* Data:
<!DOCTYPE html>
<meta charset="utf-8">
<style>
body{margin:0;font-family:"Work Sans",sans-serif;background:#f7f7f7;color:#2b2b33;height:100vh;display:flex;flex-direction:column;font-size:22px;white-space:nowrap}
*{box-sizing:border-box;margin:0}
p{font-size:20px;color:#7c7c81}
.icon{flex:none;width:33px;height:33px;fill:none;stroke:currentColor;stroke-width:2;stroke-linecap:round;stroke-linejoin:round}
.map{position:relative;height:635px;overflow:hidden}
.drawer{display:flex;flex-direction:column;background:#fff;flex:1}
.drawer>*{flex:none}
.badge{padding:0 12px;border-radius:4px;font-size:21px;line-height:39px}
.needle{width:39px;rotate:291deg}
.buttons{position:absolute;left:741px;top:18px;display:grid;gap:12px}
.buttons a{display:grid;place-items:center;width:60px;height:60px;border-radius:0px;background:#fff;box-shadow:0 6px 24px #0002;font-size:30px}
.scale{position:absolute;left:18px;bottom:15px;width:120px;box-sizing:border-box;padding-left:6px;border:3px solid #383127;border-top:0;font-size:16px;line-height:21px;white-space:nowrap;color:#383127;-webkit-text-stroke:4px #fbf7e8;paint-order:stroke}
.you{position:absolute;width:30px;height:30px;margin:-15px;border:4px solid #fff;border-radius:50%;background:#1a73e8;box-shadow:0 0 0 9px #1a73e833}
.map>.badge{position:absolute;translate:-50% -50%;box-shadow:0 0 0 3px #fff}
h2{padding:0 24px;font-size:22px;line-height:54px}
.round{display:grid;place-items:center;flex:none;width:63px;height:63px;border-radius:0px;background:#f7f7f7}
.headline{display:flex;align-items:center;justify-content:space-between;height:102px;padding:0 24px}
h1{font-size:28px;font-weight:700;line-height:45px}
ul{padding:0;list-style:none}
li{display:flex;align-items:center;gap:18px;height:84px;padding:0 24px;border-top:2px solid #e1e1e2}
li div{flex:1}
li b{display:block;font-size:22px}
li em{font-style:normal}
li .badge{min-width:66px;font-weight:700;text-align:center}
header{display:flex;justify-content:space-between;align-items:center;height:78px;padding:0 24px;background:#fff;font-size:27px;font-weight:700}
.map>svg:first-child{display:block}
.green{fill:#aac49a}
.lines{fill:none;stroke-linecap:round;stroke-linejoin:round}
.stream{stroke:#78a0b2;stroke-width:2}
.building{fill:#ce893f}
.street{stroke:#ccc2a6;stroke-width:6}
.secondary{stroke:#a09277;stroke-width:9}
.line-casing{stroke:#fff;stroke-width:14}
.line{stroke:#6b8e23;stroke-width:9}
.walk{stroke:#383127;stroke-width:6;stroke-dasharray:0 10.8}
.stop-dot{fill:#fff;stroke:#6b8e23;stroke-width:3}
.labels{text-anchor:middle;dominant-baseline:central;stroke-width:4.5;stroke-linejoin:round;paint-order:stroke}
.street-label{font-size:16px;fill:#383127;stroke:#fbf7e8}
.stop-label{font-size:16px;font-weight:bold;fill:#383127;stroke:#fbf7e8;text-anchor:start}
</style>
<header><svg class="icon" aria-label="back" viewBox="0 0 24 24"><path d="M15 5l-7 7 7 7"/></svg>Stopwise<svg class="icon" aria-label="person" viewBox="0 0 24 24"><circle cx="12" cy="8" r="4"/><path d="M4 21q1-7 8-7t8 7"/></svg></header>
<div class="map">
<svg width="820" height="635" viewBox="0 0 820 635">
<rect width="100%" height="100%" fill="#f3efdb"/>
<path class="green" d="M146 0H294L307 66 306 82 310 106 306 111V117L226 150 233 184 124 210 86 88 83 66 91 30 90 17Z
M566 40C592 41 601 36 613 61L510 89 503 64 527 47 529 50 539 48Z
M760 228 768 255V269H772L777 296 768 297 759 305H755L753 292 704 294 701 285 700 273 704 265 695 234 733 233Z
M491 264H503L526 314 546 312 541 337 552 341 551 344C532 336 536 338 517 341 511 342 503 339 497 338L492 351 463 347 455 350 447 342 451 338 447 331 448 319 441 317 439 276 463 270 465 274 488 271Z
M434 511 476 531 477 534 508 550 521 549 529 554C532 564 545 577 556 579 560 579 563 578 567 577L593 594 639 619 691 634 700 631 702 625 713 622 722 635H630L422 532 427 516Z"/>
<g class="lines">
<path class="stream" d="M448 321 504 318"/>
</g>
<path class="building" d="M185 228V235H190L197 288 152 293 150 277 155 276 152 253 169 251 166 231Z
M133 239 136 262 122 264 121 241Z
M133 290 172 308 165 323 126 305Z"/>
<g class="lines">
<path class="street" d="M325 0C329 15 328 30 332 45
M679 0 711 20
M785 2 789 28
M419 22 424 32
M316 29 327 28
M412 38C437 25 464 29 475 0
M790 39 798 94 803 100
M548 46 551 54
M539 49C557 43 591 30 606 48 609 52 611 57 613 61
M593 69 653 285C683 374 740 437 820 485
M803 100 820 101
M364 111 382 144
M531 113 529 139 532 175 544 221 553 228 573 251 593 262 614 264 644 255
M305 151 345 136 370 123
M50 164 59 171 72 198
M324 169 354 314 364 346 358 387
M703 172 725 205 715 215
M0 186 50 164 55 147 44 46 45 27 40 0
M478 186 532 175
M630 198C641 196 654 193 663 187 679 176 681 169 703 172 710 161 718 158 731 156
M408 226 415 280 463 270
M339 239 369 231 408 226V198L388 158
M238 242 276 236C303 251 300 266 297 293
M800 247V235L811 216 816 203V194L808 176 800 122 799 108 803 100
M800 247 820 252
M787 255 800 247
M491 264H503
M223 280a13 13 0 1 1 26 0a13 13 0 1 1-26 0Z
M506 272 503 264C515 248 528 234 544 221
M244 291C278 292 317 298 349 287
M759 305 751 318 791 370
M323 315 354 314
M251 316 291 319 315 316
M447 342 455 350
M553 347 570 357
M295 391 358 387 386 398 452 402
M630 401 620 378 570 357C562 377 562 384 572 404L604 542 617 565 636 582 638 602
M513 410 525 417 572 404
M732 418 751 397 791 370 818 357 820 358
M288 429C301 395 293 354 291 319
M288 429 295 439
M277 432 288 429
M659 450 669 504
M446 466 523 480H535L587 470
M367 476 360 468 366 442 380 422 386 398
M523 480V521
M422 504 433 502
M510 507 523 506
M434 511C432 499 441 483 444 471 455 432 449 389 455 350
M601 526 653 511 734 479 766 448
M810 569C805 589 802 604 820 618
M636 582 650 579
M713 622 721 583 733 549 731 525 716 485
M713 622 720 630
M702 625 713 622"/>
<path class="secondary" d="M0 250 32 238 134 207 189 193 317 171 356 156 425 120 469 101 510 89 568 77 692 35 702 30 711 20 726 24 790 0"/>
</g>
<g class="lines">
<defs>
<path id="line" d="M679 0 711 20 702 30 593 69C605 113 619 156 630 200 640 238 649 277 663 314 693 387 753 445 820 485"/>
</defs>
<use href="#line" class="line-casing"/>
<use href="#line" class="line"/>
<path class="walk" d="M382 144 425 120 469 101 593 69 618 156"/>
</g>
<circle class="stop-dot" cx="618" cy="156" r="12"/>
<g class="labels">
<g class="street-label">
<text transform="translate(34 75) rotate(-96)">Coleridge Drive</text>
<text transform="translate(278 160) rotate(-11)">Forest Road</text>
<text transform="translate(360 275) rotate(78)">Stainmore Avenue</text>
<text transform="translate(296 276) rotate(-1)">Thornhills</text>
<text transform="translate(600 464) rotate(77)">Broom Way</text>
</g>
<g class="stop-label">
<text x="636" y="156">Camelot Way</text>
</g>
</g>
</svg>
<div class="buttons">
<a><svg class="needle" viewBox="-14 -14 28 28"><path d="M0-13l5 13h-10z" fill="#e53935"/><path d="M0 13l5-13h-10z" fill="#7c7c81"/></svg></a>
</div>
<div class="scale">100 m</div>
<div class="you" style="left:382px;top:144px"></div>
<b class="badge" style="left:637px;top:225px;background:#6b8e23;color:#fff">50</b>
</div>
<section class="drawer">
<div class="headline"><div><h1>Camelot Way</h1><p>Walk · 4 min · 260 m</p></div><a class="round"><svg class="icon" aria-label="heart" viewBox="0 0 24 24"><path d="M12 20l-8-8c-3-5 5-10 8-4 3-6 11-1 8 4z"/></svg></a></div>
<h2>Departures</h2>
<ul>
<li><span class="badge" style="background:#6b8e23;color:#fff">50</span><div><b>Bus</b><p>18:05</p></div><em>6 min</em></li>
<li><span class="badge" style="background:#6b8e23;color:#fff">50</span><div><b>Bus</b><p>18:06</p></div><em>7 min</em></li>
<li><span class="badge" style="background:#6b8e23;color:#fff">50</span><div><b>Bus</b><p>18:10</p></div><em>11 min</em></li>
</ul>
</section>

* Try it: Using the listing, collect all lines in which the string "linecap" is found.

* Answer for this exercise:
.icon{flex:none;width:33px;height:33px;fill:none;stroke:currentColor;stroke-width:2;stroke-linecap:round;stroke-linejoin:round}
.lines{fill:none;stroke-linecap:round;stroke-linejoin:round}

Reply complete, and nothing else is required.